Mr. Geelani, you have done the wonder which no one can dare to do. My motherland is known for its hard laborers and a nation of saint-patience. Allama Iqbal has said, “This nation of Kashmir is fertile and the people living here are genius”. And from the centuries, my homeland has performed intelligently at every step and in every nook and corner of the world. In earlier days, when there were no schools, no colleges, people still prefer to go to Punjab to get their matric grade and some were enjoying the Kashmiri poetry here. Wahab Khar, Rasool Mir or Azad were born from the streets but you have brought the revolution. Our children are free from the tension of going to their schools. The other day, I went to my nephew’s bedroom. I wake him up by saying today is the school day. He replied, “Aaj ragda-ragda nahi hai. Aaj hartal nahi hai”. Such is the mentality of the new generation. Our elder generation is free from the burden of making their future.

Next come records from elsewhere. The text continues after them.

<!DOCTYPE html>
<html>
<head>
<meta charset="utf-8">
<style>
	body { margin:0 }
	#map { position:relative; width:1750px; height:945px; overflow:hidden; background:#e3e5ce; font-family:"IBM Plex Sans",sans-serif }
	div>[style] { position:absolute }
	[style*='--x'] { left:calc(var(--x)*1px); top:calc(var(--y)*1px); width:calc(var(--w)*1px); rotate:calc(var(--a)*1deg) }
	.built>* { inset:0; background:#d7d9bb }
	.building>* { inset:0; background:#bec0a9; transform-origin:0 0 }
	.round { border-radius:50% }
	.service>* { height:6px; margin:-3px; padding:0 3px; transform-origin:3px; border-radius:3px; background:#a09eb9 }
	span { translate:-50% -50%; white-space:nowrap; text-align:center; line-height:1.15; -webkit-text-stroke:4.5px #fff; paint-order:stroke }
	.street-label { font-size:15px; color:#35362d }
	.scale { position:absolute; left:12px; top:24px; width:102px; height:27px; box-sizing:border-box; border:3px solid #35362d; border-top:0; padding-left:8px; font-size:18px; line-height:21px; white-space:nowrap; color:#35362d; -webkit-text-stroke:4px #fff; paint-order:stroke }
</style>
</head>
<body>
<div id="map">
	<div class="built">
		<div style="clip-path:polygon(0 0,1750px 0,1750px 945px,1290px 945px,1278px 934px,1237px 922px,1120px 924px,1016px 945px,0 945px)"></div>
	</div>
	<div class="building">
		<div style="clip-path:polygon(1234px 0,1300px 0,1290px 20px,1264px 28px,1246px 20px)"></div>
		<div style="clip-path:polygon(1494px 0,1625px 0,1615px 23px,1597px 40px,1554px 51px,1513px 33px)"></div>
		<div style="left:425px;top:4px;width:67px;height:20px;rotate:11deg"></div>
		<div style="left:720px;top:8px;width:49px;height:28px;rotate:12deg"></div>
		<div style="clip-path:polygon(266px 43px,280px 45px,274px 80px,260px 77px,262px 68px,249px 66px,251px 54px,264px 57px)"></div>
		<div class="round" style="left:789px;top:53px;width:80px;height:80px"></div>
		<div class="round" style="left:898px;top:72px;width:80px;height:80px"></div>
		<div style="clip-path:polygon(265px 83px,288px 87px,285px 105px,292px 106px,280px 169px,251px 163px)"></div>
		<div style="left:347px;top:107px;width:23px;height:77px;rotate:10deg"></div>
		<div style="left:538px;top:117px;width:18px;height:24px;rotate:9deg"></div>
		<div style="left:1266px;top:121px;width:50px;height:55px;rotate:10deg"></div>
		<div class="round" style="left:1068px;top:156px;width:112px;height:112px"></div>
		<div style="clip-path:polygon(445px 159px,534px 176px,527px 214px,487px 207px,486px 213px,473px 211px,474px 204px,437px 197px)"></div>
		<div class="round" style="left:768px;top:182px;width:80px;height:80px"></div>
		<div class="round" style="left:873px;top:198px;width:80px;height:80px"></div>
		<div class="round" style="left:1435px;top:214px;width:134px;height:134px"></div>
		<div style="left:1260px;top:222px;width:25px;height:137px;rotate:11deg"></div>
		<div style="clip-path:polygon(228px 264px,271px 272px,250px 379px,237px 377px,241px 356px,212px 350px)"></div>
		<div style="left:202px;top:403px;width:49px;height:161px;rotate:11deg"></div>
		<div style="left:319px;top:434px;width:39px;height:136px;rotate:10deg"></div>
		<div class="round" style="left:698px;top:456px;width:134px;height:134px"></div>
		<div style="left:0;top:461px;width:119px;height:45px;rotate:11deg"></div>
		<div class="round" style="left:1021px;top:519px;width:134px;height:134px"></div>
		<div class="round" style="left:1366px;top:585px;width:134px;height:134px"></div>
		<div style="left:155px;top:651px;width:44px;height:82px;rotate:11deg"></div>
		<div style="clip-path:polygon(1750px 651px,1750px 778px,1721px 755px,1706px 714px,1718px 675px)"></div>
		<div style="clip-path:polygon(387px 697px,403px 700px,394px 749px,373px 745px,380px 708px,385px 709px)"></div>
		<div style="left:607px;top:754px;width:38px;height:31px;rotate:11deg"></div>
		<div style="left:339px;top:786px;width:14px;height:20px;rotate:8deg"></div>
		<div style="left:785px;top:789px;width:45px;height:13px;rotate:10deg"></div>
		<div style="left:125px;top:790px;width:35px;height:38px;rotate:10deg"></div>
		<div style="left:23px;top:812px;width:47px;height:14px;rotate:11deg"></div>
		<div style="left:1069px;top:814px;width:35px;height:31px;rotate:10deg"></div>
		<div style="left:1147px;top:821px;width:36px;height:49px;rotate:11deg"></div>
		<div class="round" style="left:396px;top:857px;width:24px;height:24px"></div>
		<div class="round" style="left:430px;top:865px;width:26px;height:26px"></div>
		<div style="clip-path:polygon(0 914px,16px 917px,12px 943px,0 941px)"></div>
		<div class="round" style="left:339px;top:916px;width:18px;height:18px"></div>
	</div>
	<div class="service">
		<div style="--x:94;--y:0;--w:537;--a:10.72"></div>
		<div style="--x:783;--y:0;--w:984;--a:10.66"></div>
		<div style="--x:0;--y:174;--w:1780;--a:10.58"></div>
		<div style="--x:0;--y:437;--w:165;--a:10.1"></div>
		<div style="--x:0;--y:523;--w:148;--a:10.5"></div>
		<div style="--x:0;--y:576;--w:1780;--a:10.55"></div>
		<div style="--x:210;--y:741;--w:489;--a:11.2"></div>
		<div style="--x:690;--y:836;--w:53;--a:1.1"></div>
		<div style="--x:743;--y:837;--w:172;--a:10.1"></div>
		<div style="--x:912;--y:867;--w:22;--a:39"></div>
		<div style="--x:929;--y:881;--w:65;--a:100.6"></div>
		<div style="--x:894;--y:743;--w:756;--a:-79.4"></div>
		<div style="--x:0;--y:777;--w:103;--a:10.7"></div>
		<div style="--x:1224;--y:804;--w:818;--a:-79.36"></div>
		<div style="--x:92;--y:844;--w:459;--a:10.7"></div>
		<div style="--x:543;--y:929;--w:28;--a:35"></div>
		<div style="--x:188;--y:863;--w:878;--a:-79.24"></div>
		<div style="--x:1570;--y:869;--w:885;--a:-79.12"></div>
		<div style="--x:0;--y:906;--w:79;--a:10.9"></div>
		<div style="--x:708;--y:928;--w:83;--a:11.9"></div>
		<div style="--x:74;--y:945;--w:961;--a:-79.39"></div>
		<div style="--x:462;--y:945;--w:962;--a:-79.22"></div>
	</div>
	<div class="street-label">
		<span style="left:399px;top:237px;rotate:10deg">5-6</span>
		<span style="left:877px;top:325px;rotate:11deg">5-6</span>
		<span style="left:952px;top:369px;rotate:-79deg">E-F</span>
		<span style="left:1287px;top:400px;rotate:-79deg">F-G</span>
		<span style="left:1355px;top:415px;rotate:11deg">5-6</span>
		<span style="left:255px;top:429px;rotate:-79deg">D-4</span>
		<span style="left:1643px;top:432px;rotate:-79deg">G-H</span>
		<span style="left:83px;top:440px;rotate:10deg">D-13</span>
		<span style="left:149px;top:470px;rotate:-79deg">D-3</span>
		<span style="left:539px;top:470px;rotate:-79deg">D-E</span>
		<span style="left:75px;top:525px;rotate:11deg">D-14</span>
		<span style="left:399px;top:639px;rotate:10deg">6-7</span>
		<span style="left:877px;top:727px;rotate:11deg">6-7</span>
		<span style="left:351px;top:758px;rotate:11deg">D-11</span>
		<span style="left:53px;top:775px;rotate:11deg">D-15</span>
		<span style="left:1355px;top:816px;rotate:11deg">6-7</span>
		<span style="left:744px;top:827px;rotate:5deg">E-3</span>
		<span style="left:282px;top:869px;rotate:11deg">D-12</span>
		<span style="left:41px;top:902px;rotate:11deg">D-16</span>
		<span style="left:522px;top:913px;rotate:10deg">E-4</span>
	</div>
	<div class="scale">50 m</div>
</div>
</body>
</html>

Would Geelani Sahib have born during the Mughal period; the story would have been totally different. We would have adopted the strategy of bandhs/hartals; it would have forced them to fly away from Kashmir. Jalaludin Akbar’s fertile brain wouldn’t have worked before this wonderful strategy. Afghan governor Chirag Baig introduced his tyranny by cutting the nose of one of the Kashmiris. Would Geelani have been in that age, there would have been hartals and bandhs, the nose of Chirag Baig would have cut itself. Dogras wouldn’t have done the mistake of buying the Kashmir. After all, what would have been the fun of buying the hartali Kashmiris?